WHAT IS REQUIRED:
In the listing below, lines with the string "fabs" are to be counted; the number is the entire reply.
BEGIN
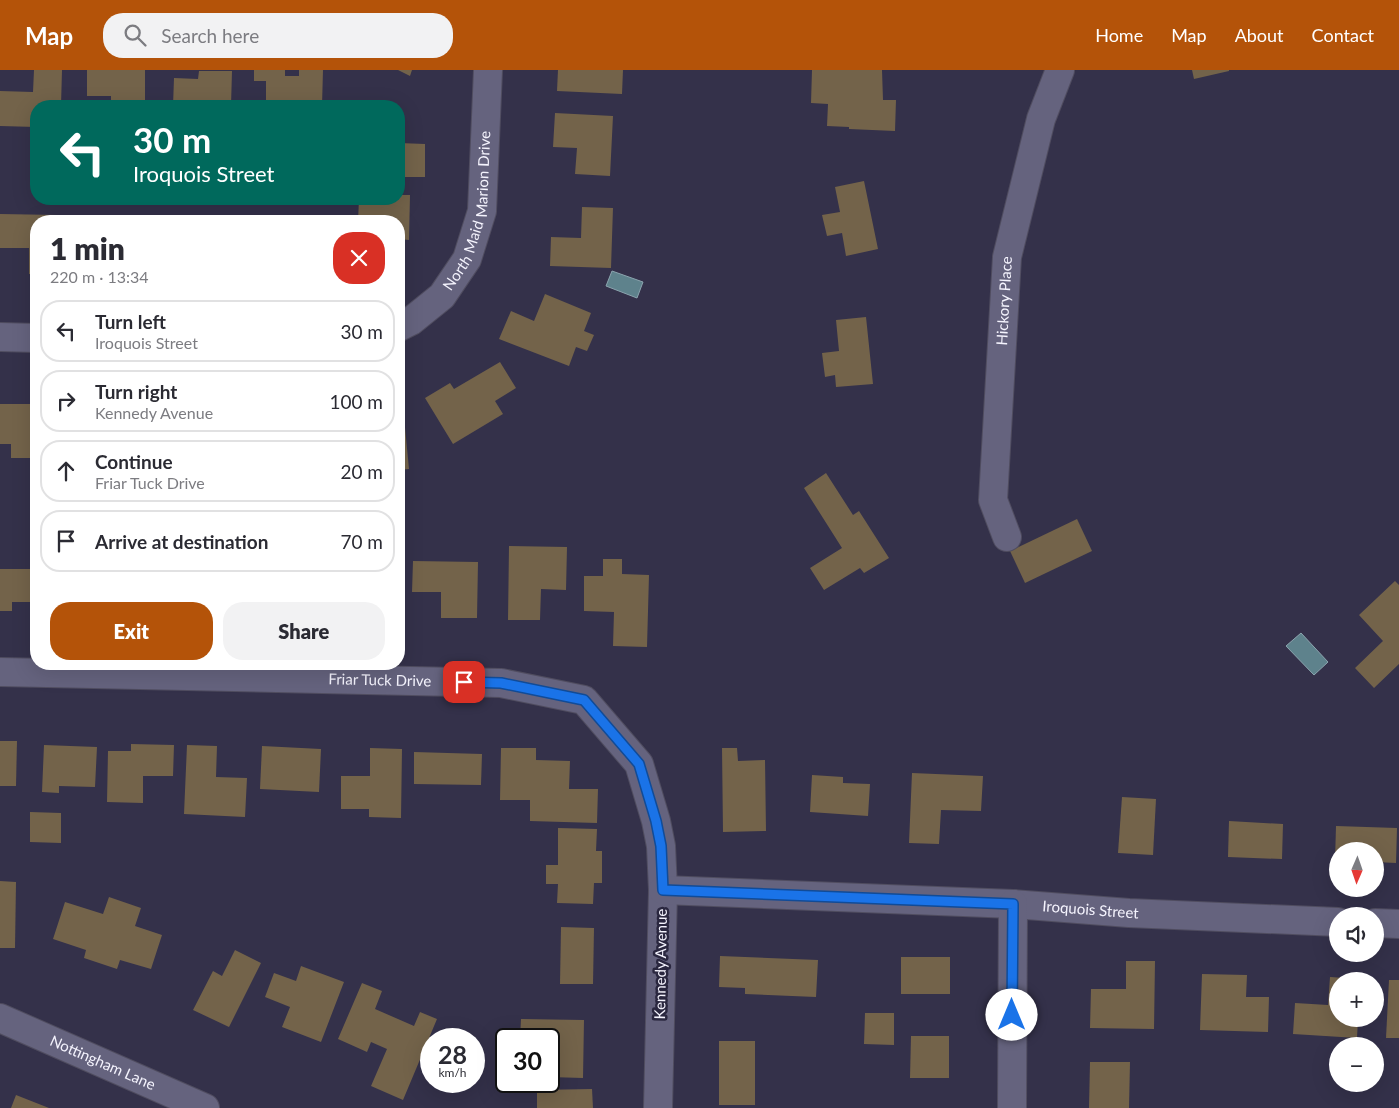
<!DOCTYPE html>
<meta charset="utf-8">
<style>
:root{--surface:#fff;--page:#f2f2f3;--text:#2b2b33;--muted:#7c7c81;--line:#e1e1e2;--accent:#b45309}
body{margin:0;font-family:Lato,sans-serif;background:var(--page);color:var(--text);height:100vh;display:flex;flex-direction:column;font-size:19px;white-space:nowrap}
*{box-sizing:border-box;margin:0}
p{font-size:16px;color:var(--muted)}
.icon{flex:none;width:28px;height:28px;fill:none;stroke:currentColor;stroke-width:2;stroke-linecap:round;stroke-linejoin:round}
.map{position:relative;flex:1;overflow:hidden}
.panel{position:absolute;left:30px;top:145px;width:375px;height:455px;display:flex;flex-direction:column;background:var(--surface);border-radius:20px;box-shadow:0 5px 20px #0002}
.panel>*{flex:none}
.guide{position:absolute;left:30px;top:30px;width:375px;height:105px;border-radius:20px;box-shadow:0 5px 20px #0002;background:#00695c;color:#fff;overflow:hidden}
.needle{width:32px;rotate:182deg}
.fabs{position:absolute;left:1329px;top:772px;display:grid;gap:10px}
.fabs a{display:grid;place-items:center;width:55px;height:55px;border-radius:50%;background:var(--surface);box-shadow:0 5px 20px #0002;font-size:25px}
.speed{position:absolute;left:420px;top:958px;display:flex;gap:10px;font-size:25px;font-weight:700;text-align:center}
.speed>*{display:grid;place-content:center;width:65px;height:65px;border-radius:50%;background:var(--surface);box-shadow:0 5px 20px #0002;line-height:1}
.speed small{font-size:12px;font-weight:400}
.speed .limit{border:2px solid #111;border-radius:8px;background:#fff;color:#111}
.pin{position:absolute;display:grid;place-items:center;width:42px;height:42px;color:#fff;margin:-21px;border-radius:10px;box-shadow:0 2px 8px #0006}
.me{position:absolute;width:55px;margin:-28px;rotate:0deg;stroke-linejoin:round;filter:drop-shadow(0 0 4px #0008)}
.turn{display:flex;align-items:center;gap:18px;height:105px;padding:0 20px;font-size:22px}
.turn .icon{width:65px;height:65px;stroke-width:2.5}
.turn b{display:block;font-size:35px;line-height:42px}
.round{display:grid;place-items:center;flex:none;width:52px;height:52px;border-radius:20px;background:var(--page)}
.headline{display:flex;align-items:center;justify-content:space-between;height:85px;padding:0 20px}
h1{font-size:30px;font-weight:800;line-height:38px}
.button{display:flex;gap:10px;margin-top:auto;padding:10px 20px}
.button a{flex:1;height:58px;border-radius:20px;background:var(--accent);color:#fff;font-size:20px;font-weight:800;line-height:58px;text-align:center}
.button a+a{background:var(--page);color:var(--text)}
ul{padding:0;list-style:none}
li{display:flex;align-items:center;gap:15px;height:62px;margin:0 10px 8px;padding:0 10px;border:2px solid var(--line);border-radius:20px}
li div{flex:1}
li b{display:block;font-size:19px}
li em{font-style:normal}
header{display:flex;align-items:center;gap:30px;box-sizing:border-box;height:70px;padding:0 25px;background:var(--accent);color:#fff}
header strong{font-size:24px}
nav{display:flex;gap:28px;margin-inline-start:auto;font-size:18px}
.search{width:350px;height:45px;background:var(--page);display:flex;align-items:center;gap:12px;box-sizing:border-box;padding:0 18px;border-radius:20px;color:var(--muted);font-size:19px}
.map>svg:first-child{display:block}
.water{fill:#5e828c;stroke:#8ba4ae}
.building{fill:#73634a}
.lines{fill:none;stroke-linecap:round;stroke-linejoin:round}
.minor-casing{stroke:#504d60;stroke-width:30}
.minor{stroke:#65637e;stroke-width:28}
.route-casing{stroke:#114b97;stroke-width:12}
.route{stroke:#1a73e8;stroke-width:9}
.labels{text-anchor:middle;stroke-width:5;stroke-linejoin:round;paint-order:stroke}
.street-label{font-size:15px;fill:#f4f3fd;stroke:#2a273f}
</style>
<header>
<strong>Map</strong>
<div class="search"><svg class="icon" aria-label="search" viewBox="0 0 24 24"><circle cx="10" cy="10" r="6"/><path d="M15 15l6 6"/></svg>Search here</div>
<nav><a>Home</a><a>Map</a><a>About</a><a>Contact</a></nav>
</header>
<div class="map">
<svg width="1399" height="1038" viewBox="0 0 1399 1038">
<rect width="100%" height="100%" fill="#34314a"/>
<g class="water">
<polygon points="612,201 643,212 637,228 606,216"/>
<polygon points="1301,563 1328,592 1314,605 1286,576"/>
</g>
<g class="building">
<polygon points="34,0 62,0 61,36 36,36 36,57 0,56 0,21 33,22"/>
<polygon points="87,0 145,0 145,36 111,36 111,26 87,26"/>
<polygon points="254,0 285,0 285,6 299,6 299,0 323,0 322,36 266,36 266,11 254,11"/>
<polygon points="398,0 412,0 410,6"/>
<polygon points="558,0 623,0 622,24 557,21"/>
<polygon points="812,0 882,0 883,30 896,30 895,61 849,59 849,57 827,56 828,34 811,33"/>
<polygon points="1192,0 1229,0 1229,1 1194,9"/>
<polygon points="199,1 232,1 231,36 173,36 174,8 198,9"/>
<polygon points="555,43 613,46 610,106 575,104 577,78 553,77"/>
<polygon points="399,73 425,74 425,107 399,107"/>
<polygon points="864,111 878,179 846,186 842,163 827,166 822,145 840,142 835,117"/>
<polygon points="399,125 410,125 409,170 399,169 399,151 358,151 359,129 399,129"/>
<polygon points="582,137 613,138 611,198 550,196 551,167 581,168"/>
<polygon points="0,144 58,145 58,151 36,151 36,205 29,204 29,178 0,178"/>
<polygon points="285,145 320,146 319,151 285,151"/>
<polygon points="83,146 141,147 141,151 83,151"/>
<polygon points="168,148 221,150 221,151 168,151"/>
<polygon points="545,224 591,243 584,261 594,265 587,281 576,277 569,296 499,269 511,241 534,251"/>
<polygon points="866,247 873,314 836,317 835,305 825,307 822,283 839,281 836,250"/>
<polygon points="500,292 516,318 495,331 503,344 453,374 425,328 450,313 454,319"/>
<polygon points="0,334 36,334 36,377 31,376 31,388 11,388 11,374 0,374"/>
<polygon points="399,337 403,337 409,399 399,400"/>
<polygon points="826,403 853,445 859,441 889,488 864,503 860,498 824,520 810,498 842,478 804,418"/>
<polygon points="1077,449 1092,481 1025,513 1010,481"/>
<polygon points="509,476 567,477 566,520 541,519 540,550 508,550"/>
<polygon points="603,489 622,489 622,504 649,505 647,577 613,576 614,542 584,541 584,506 603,506"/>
<polygon points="413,491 478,492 477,548 441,548 441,522 412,522"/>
<polygon points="0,499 36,499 36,532 12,532 12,541 0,541"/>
<polygon points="1395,511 1399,515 1399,594 1374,618 1355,598 1383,571 1359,545"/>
<polygon points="0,671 17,671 16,716 0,716"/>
<polygon points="131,674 174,675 173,706 143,706 143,733 107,732 108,681 131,681"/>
<polygon points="44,675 97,677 95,717 59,716 59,723 42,722"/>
<polygon points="187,675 217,676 216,707 247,708 245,747 184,744"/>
<polygon points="262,676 321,679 319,722 260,719"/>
<polygon points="370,678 402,679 401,748 369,747 369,739 341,739 341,706 370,706"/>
<polygon points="501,678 536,678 536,690 570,691 569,719 598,719 597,753 530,751 530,730 500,730"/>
<polygon points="722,678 737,678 738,691 765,690 766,761 723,762"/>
<polygon points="414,682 482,684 481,715 414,714"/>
<polygon points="912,703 983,706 981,741 941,740 939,774 909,773"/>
<polygon points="812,705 843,707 843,713 870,714 868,746 810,742"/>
<polygon points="1122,727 1156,729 1153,785 1118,783"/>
<polygon points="30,742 61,743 61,773 30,772"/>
<polygon points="1229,751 1283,754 1282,789 1228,787"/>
<polygon points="1336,756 1397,758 1396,793 1375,792 1375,781 1338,781 1338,791 1335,791"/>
<polygon points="558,758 597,759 596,781 602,781 602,813 594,813 593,834 557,833 558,814 546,814 546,795 558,795"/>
<polygon points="0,811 16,812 15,878 0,878"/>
<polygon points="109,827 141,838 135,856 162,865 151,899 120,890 117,899 84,888 86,880 53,869 65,832 103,844"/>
<polygon points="561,857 594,858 593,914 560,914"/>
<polygon points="235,880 261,893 229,957 193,940 213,901 222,906"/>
<polygon points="720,886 818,890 816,927 745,924 745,918 719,917"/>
<rect x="901" y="887" width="49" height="37"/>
<polygon points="1126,891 1155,891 1154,959 1090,958 1091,919 1126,919"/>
<polygon points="301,896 344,912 321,972 282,957 290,937 265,927 274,903 296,911"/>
<polygon points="1202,904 1247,905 1246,927 1269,927 1268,962 1200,960"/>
<polygon points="1330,907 1361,909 1360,911 1338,911 1338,949 1358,949 1357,968 1293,964 1295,933 1328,935"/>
<polygon points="1389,910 1399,910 1399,968 1386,968"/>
<polygon points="362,913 382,921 375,939 414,956 420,942 437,949 403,1030 371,1016 387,979 371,972 367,982 338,969"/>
<polygon points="865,943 894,943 894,975 864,974"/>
<polygon points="521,949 584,950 583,1008 549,1007 549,969 520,969"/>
<polygon points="911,966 949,966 949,1008 910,1008"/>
<rect x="719" y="971" width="36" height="64"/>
<polygon points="1090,992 1130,992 1129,1038 1089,1038"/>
<polygon points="592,1019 593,1038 537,1038 537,1020"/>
<polygon points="16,1025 49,1038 11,1038"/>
</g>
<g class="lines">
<g class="minor-casing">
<g id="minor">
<path id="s1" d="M399 257 411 251 442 226 467 189 482 141 488 0"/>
<polyline points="0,267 36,268"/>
<path id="s2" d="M1007 467 993 430 1007 187 1041 49 1060 0"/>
<path id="s3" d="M0 602 501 613 584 630 639 694 656 751 661 776 663 820 658 1038"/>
<path id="s4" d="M663 820 1013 834 1129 843 1338 852"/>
<polyline points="1375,853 1399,854"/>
<path id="s5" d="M0 948 205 1038"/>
<polyline points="1012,1038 1013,834"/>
</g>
</g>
<use href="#minor" class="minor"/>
</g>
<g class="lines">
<g class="route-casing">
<polyline id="route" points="464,612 501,613 584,630 639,694 656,751 661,776 663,820 1013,834 1012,945"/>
</g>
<use href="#route" class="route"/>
</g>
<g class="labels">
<g class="street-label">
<text dy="5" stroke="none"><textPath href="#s1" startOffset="145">North Maid Marion Drive</textPath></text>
<text dy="5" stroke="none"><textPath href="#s2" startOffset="239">Hickory Place</textPath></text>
<text dy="5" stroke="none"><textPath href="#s3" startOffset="380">Friar Tuck Drive</textPath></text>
<text dy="5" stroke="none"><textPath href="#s4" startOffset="428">Iroquois Street</textPath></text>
<text transform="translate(661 894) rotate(-89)" y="5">Kennedy Avenue</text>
<text dy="5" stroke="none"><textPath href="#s5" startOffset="112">Nottingham Lane</textPath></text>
</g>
</g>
</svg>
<div class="fabs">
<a><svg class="needle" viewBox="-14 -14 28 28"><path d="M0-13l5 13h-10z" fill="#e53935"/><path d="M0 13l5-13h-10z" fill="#7c7c81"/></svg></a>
<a><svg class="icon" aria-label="sound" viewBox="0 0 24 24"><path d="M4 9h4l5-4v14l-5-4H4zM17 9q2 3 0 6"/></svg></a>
<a>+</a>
<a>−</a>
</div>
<div class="speed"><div>28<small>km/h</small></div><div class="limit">30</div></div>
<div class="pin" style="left:464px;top:612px;background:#d93025"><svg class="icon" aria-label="arrive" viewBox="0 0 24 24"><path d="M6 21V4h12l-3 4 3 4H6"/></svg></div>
<svg class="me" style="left:1012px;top:945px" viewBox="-20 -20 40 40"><circle r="19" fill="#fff"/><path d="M0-13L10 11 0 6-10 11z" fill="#1a73e8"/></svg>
<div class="guide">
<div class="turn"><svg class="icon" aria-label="left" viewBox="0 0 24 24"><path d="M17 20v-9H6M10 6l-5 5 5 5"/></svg><div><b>30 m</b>Iroquois Street</div></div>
</div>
<section class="panel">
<div class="headline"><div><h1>1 min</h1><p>220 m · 13:34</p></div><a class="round" style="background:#d93025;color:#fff"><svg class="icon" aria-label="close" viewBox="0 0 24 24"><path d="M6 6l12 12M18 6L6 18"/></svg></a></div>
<ul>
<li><svg class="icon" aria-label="left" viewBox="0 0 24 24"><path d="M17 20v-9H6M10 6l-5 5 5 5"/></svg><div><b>Turn left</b><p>Iroquois Street</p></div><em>30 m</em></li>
<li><svg class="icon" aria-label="right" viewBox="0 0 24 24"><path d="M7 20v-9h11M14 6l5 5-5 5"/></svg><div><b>Turn right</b><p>Kennedy Avenue</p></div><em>100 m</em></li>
<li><svg class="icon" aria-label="ahead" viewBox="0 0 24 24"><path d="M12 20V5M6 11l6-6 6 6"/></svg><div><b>Continue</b><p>Friar Tuck Drive</p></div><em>20 m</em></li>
<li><svg class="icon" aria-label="arrive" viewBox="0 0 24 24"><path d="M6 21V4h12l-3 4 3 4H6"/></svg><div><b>Arrive at destination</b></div><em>70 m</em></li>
</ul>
<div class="button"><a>Exit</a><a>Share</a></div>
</section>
</div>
END
ANSWER SPACE:
3